TLDR: VPA’s updater defaults to requiring 2 replicas before it will evict a pod. Single-replica deployments are silently excluded from auto-healing — even if they’re crashlooping. You can override this with minReplicas: 1 in the VPA spec, no cluster upgrade needed.


I had a pod stuck in CrashLoopBackOff for 20 hours with 192 restarts. VPA had pushed its memory limit down to ~157Mi — too low for a Python service — and the pod was OOMing on every start.

The confusing part: VPA knew the pod needed more memory. Its target recommendation was ~301Mi. But it wouldn’t evict the pod to apply it.

The minReplicas default Link to heading

VPA’s updater component has a --min-replicas flag that defaults to 2. If a deployment has fewer replicas than this, VPA will never evict its pods — the logic being that evicting the only replica would cause downtime.

The irony is that a crashlooping pod is already down. VPA’s “protection” just guarantees the problem persists. The pod restarts in place (kubelet handles container restarts), VPA only applies new resources on pod creation (via the admission webhook), and VPA won’t trigger a creation because it won’t evict.

I initially thought I needed to upgrade to GKE 1.35.2 where this default changes to 1. I went down a rabbit hole upgrading clusters, hit a stuck emulated version that blocked all upgrades, and eventually found the fix was much simpler.

The fix Link to heading

You can override minReplicas per VPA object.

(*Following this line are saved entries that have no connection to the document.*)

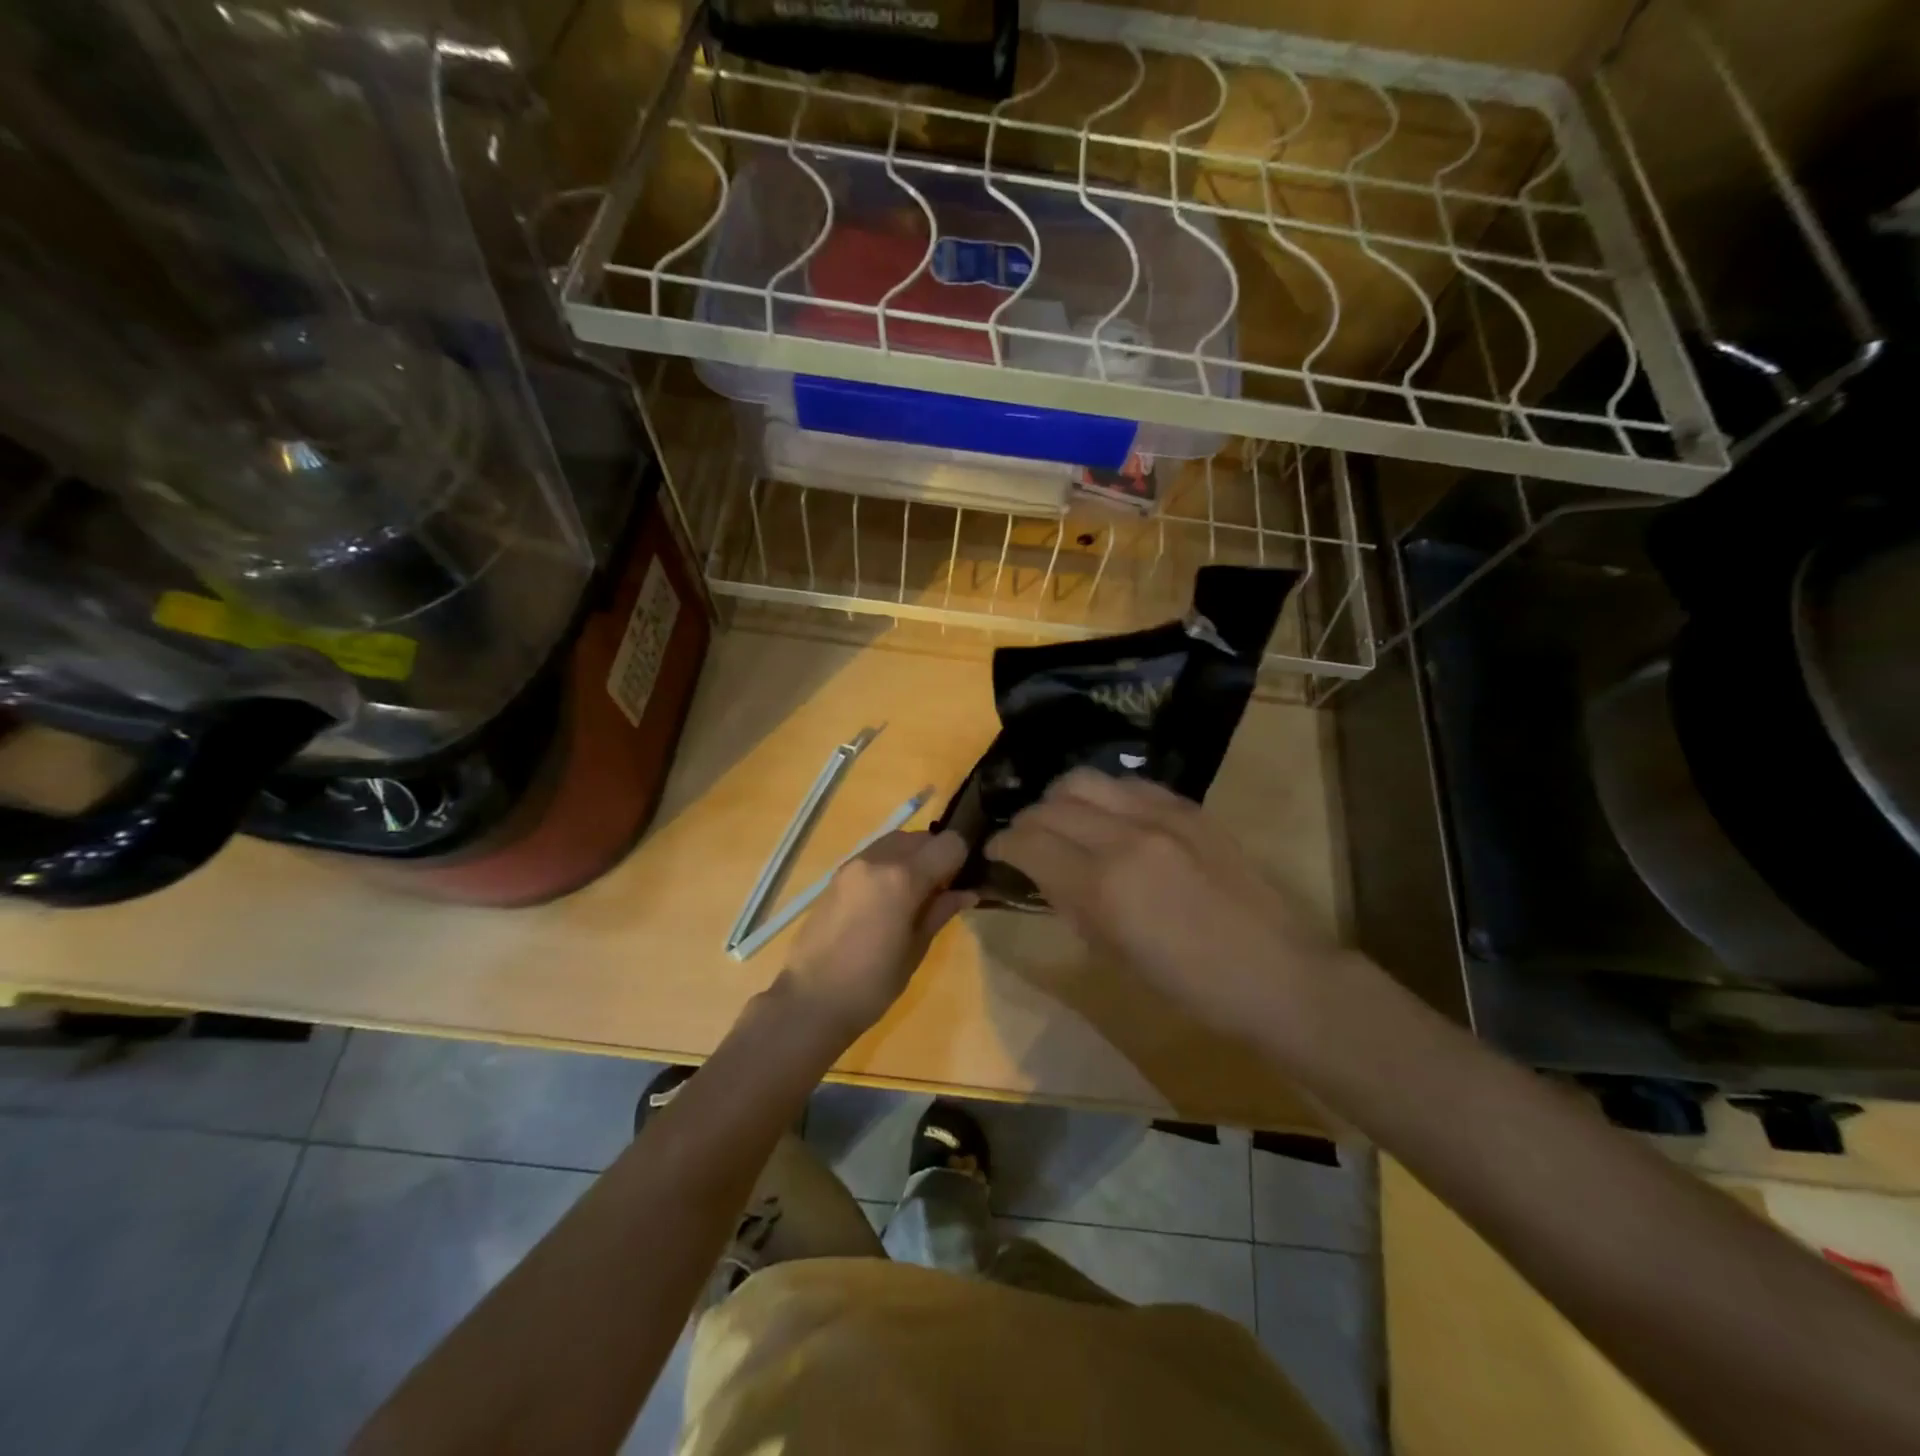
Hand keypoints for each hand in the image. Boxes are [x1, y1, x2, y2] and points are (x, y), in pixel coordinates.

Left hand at [780, 830, 973, 1040]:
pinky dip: (890, 863)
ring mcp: (854, 864)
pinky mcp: (837, 875)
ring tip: (914, 894)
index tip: (962, 882)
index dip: (962, 859)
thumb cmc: (872, 984)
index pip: (949, 844)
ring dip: (912, 856)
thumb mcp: (916, 949)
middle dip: (937, 855)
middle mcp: (878, 859)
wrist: (810, 1000)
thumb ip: (940, 911)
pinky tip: (888, 898)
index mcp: (903, 877)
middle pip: (922, 837)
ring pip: (896, 841)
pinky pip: (874, 854)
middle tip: (941, 891)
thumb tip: (967, 892)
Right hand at [985, 769, 1338, 1037]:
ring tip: (1063, 820)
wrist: (1274, 972)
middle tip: (1025, 841)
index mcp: (1102, 885)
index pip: (1028, 842)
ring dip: (1061, 798)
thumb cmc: (1189, 985)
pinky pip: (1129, 783)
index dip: (1001, 844)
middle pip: (1051, 805)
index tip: (995, 852)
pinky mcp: (1188, 807)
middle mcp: (1124, 836)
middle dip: (1026, 822)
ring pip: (1085, 779)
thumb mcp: (1113, 955)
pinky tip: (1108, 815)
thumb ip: (1071, 905)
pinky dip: (1105, 794)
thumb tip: (1044, 875)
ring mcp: (1160, 814)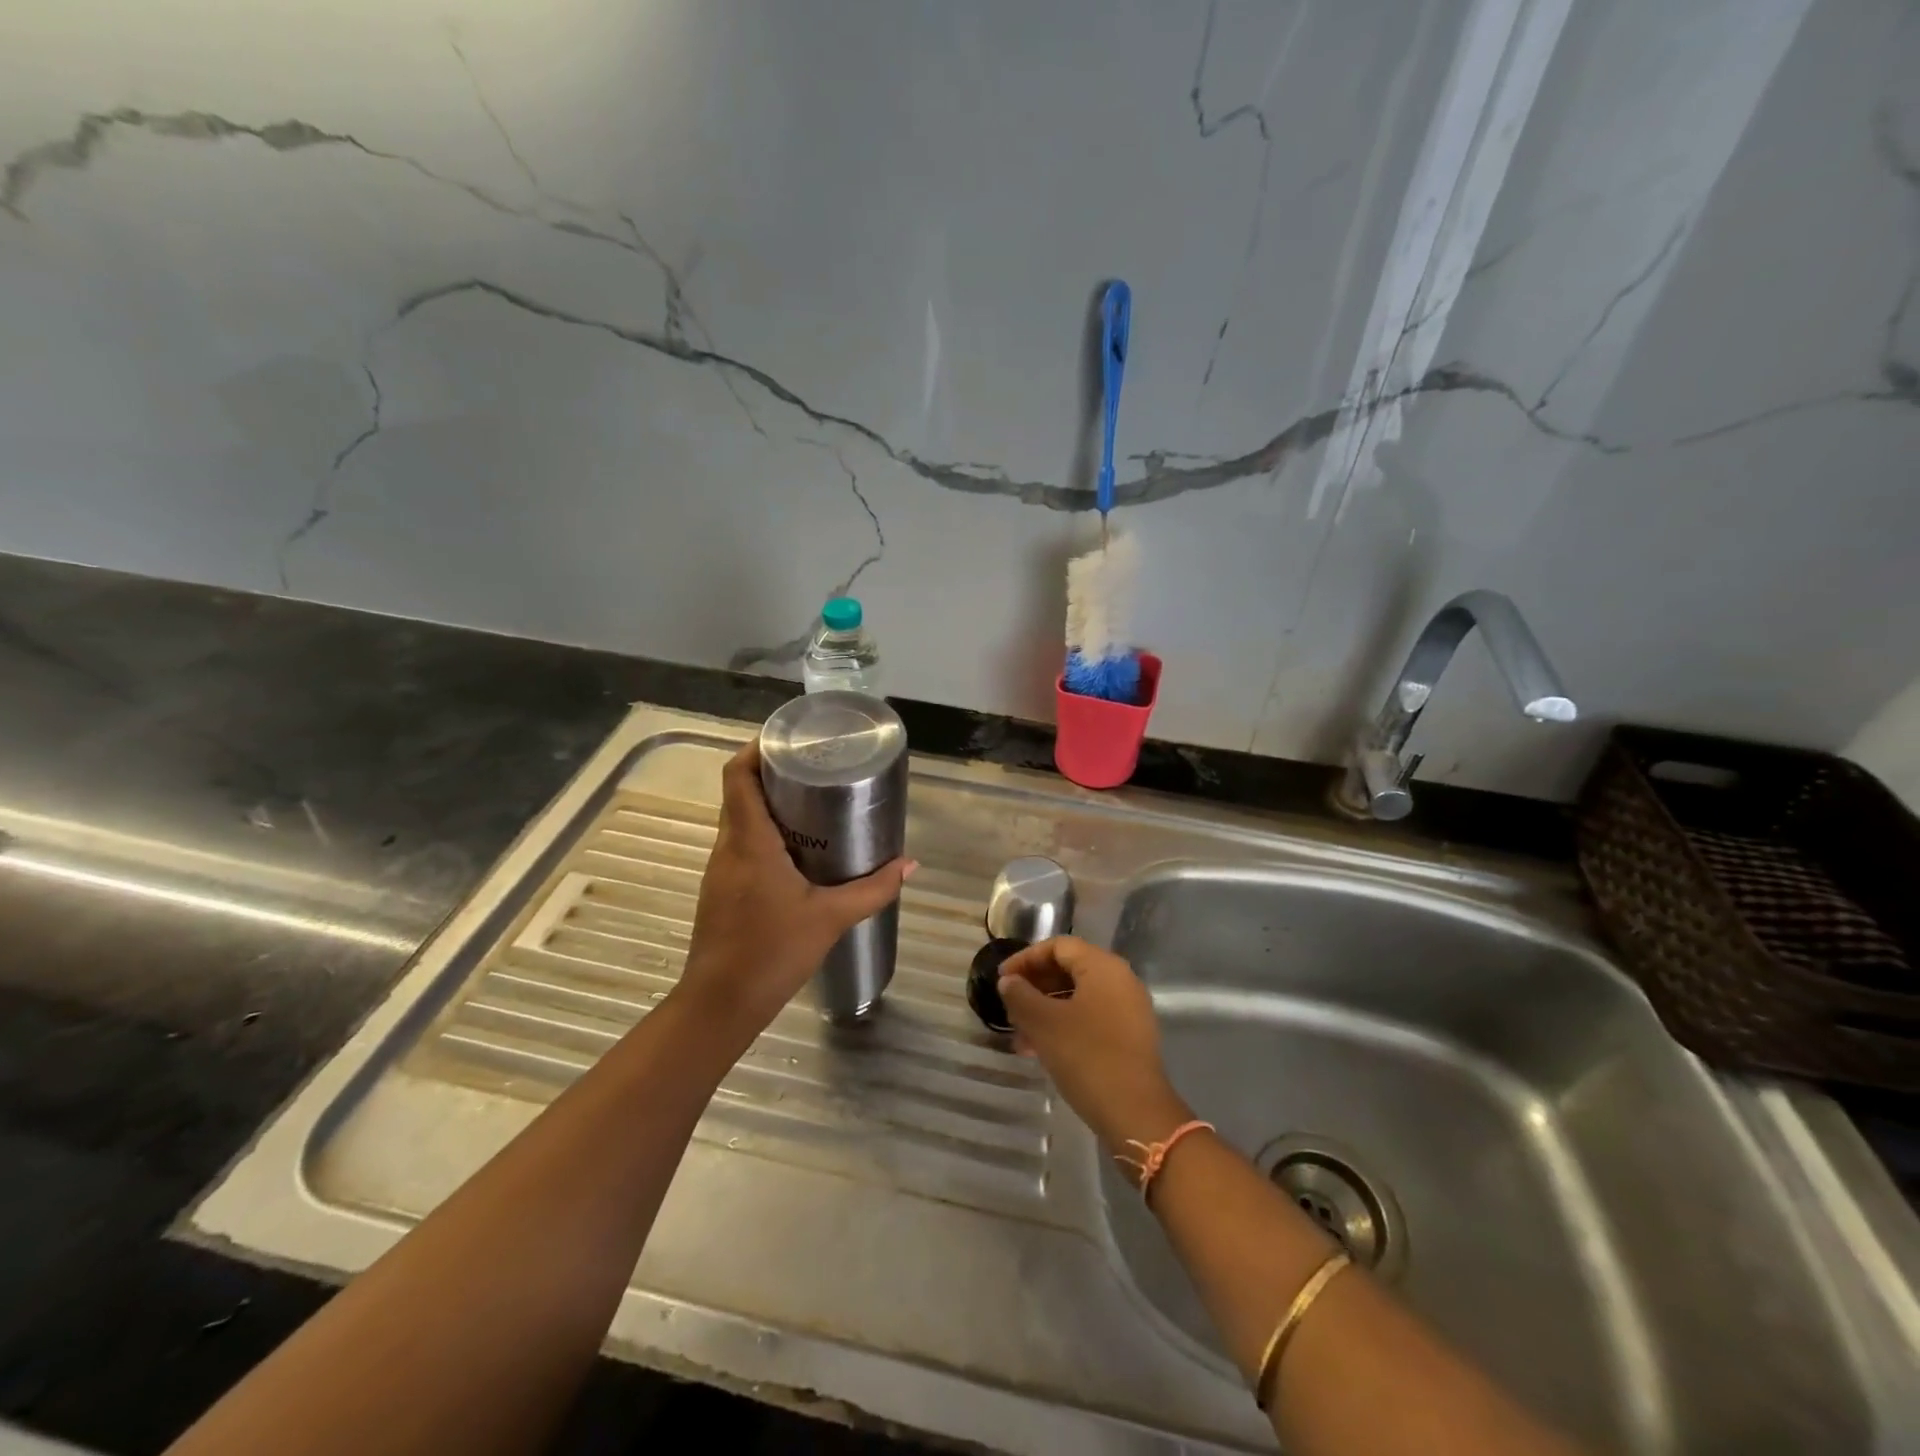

This has been available since Kubernetes 1.22 — no cluster upgrade needed:

spec:
  updatePolicy:
    updateMode: Auto
    minReplicas: 1

For self-managed VPA, you can also set the global default with the --min-replicas flag on the updater deployment.

Preventing the OOM in the first place Link to heading

VPA only pushed memory that low because it had no floor. I added minAllowed to set a baseline per runtime:

spec:
  resourcePolicy:
    containerPolicies:
      - containerName: my-service
        minAllowed:
          memory: 256Mi

I landed on 256Mi for Python, 128Mi for Node.js, and 64Mi for Go — roughly the minimum each runtime needs to start up and handle a request. VPA can still recommend higher, but it can’t go below the floor.

Bonus: GKE’s emulated version trap Link to heading

While trying to upgrade to 1.35.2, I hit a separate issue worth mentioning. GKE uses a two-step upgrade for minor versions — it upgrades the binary first but keeps the API at the old version (the “emulated version”) for a soak period. One of my clusters had been soaking for over a week and hadn’t auto-finalised, blocking all upgrades:

Cannot do minor upgrade if master has different master version and
emulated version: current master version: "1.34.5-gke.1153000",
current emulated version: "1.33"

Nothing in gcloud container clusters upgrade --help could fix it. The command I needed was buried in the upgrade docs:

gcloud beta container clusters complete-control-plane-upgrade CLUSTER_NAME \
  --location=REGION

This forces the emulated version to match the binary, unblocking everything.